Task to complete:
Please retype all of the data below, word for word.

Provided data:
□ □ □

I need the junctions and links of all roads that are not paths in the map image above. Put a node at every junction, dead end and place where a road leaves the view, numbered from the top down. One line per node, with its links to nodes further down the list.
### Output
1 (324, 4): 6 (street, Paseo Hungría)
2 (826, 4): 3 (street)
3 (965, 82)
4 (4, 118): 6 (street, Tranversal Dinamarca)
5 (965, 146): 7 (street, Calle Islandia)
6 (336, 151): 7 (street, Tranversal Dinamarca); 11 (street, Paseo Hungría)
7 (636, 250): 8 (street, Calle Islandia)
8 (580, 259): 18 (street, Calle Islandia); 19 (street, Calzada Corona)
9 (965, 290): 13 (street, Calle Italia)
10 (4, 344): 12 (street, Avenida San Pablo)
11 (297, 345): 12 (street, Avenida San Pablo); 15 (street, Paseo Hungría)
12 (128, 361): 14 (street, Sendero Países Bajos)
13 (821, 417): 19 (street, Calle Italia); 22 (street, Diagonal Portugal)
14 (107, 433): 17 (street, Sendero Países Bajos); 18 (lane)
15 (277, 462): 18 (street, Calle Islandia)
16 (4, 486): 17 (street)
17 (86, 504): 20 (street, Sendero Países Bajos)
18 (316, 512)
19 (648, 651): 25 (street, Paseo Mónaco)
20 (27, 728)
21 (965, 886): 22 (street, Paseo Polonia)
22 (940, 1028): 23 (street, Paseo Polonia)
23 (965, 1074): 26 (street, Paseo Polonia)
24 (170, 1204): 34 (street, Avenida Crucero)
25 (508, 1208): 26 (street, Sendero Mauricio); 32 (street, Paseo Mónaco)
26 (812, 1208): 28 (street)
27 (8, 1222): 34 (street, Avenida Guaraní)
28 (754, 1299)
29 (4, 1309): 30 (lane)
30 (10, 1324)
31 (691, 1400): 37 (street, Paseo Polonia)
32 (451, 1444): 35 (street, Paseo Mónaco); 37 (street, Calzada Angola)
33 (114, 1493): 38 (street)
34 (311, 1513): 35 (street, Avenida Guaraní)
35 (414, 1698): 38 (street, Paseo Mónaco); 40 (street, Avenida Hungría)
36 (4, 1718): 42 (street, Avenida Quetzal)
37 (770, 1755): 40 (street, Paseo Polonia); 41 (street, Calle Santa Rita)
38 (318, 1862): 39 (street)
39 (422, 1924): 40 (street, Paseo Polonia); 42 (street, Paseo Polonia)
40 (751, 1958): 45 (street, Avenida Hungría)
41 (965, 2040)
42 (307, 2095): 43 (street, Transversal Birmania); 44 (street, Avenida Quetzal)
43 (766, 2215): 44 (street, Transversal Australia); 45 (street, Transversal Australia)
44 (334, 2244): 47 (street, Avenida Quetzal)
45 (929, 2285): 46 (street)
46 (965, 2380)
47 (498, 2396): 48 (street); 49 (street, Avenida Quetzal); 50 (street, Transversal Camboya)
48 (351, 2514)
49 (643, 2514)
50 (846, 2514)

□ □ □

Result for this task:
I need the junctions and links of all roads that are not paths in the map image above. Put a node at every junction, dead end and place where a road leaves the view, numbered from the top down. One line per node, with its links to nodes further down the list.
### Output
1 (324, 4): 6 (street, Paseo Hungría)
2 (826, 4): 3 (street)
3 (965, 82)
4 (4, 118): 6 (street, Tranversal Dinamarca)
5 (965, 146): 7 (street, Calle Islandia)
6 (336, 151): 7 (street, Tranversal Dinamarca); 11 (street, Paseo Hungría)
7 (636, 250): 8 (street, Calle Islandia)
8 (580, 259): 18 (street, Calle Islandia); 19 (street, Calzada Corona)
9 (965, 290): 13 (street, Calle Italia)
10 (4, 344): 12 (street, Avenida San Pablo)
11 (297, 345): 12 (street, Avenida San Pablo); 15 (street, Paseo Hungría)
12 (128, 361): 14 (street, Sendero Países Bajos)
13 (821, 417): 19 (street, Calle Italia); 22 (street, Diagonal Portugal)
14 (107, 433): 17 (street, Sendero Países Bajos); 18 (lane)
15 (277, 462): 18 (street, Calle Islandia)
16 (4, 486): 17 (street)
17 (86, 504): 20 (street, Sendero Países Bajos)
18 (316, 512)
19 (648, 651): 25 (street, Paseo Mónaco)
20 (27, 728)
21 (965, 886): 22 (street, Paseo Polonia)
22 (940, 1028): 23 (street, Paseo Polonia)
23 (965, 1074): 26 (street, Paseo Polonia)
24 (170, 1204): 34 (street, Avenida Crucero)
25 (508, 1208): 26 (street, Sendero Mauricio); 32 (street, Paseo Mónaco)
26 (812, 1208): 28 (street)
27 (8, 1222): 34 (street, Avenida Guaraní)
28 (754, 1299)
29 (4, 1309): 30 (lane)
30 (10, 1324)
31 (691, 1400): 37 (street, Paseo Polonia)
32 (451, 1444): 35 (street, Paseo Mónaco); 37 (street, Calzada Angola)
33 (114, 1493): 38 (street)
34 (311, 1513): 35 (street, Avenida Guaraní)
35 (414, 1698): 38 (street, Paseo Mónaco); 40 (street, Avenida Hungría)
36 (4, 1718): 42 (street, Avenida Quetzal)
37 (770, 1755): 40 (street, Paseo Polonia); 41 (street, Calle Santa Rita)
38 (318, 1862): 39 (street)
39 (422, 1924): 40 (street, Paseo Polonia); 42 (street, Paseo Polonia)
40 (751, 1958): 45 (street, Avenida Hungría)
41 (965, 2040)
42 (307, 2095): 43 (street, Transversal Birmania); 44 (street, Avenida Quetzal)
43 (766, 2215): 44 (street, Transversal Australia); 45 (street, Transversal Australia)
44 (334, 2244): 47 (street, Avenida Quetzal)
45 (929, 2285): 46 (street)
46 (965, 2380)
47 (498, 2396): 48 (street); 49 (street, Avenida Quetzal); 50 (street, Transversal Camboya)
48 (351, 2514)
49 (643, 2514)
50 (846, 2514)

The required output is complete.